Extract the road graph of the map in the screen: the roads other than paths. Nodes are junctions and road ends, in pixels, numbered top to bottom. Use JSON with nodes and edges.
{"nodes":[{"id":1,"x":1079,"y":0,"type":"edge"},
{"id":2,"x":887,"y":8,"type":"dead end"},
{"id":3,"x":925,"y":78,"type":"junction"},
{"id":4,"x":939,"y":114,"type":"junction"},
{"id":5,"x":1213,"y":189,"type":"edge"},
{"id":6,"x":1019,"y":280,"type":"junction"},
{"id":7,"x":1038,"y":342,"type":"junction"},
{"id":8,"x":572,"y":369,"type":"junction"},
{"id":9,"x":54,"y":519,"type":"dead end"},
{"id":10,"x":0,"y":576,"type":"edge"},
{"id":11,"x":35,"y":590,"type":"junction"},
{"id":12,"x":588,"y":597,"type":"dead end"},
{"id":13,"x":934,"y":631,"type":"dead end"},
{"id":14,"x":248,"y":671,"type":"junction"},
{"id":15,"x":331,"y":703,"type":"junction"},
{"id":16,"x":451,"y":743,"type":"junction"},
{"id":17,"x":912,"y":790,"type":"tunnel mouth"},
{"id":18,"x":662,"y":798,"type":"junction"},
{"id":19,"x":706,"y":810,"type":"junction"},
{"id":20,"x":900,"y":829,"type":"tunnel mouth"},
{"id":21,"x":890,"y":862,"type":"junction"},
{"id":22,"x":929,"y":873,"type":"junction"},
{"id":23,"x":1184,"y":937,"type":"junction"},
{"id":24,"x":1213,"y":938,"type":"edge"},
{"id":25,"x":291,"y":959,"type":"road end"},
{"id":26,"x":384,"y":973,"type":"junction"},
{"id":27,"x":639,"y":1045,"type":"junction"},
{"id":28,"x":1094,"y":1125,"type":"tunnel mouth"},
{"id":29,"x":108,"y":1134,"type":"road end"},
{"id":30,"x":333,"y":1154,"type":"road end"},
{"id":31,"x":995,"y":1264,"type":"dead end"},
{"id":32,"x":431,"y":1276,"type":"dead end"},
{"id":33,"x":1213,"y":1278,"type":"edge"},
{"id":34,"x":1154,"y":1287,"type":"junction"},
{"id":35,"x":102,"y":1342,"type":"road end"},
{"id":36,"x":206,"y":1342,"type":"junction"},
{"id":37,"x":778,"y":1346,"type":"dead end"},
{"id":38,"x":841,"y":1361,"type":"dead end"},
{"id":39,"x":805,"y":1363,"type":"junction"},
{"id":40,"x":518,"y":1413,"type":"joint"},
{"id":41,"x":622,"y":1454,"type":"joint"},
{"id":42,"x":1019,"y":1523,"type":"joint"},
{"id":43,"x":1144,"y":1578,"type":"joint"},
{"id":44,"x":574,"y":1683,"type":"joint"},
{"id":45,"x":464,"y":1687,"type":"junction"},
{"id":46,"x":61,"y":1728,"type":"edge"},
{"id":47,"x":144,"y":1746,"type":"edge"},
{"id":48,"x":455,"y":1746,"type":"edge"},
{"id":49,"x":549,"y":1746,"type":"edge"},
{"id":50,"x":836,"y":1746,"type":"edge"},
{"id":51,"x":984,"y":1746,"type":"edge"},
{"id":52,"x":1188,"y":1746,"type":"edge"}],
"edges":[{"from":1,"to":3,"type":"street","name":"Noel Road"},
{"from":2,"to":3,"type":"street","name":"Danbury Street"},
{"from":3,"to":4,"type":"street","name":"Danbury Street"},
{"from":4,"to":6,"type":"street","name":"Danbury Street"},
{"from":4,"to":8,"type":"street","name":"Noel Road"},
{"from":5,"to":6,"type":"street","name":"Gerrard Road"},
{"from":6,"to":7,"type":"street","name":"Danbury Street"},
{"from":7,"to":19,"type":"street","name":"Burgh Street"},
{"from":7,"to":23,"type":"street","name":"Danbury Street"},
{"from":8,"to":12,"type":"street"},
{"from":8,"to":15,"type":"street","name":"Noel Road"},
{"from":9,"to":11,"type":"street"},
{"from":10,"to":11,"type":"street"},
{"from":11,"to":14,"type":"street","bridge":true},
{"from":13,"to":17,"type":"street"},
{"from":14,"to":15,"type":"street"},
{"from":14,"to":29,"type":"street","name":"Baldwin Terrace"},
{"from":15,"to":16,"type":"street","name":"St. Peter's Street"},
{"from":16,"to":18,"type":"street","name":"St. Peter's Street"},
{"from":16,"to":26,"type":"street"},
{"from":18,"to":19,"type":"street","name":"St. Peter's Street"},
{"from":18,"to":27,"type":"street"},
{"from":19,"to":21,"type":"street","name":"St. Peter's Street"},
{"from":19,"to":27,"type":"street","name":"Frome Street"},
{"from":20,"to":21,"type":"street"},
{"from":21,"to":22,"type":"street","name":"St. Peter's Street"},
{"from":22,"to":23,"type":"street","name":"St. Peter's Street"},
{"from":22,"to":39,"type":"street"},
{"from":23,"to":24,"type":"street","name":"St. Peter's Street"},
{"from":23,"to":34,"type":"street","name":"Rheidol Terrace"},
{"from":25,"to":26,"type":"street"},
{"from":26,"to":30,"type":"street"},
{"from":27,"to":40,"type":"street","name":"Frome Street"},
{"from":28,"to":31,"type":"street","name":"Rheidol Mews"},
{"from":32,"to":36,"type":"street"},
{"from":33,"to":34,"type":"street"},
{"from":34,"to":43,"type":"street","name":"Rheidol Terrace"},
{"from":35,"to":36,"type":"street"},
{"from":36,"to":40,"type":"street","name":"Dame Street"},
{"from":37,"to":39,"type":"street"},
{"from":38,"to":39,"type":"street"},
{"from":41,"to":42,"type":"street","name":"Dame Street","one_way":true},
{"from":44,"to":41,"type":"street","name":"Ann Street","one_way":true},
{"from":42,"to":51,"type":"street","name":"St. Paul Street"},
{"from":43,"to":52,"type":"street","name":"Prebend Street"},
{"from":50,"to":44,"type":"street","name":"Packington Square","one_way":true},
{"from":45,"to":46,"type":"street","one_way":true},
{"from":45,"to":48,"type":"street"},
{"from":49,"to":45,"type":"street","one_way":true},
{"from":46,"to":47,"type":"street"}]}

────────────────────────────────────────

• _THE TASK_: If the string "joint" appears in a line of the entries, report the line.

• _SOLVED EXERCISE_:
{"id":40,"x":518,"y":1413,"type":"joint"},
{"id":41,"x":622,"y":1454,"type":"joint"},
{"id":42,"x":1019,"y":1523,"type":"joint"},
{"id":43,"x":1144,"y":1578,"type":"joint"},
{"id":44,"x":574,"y":1683,"type":"joint"},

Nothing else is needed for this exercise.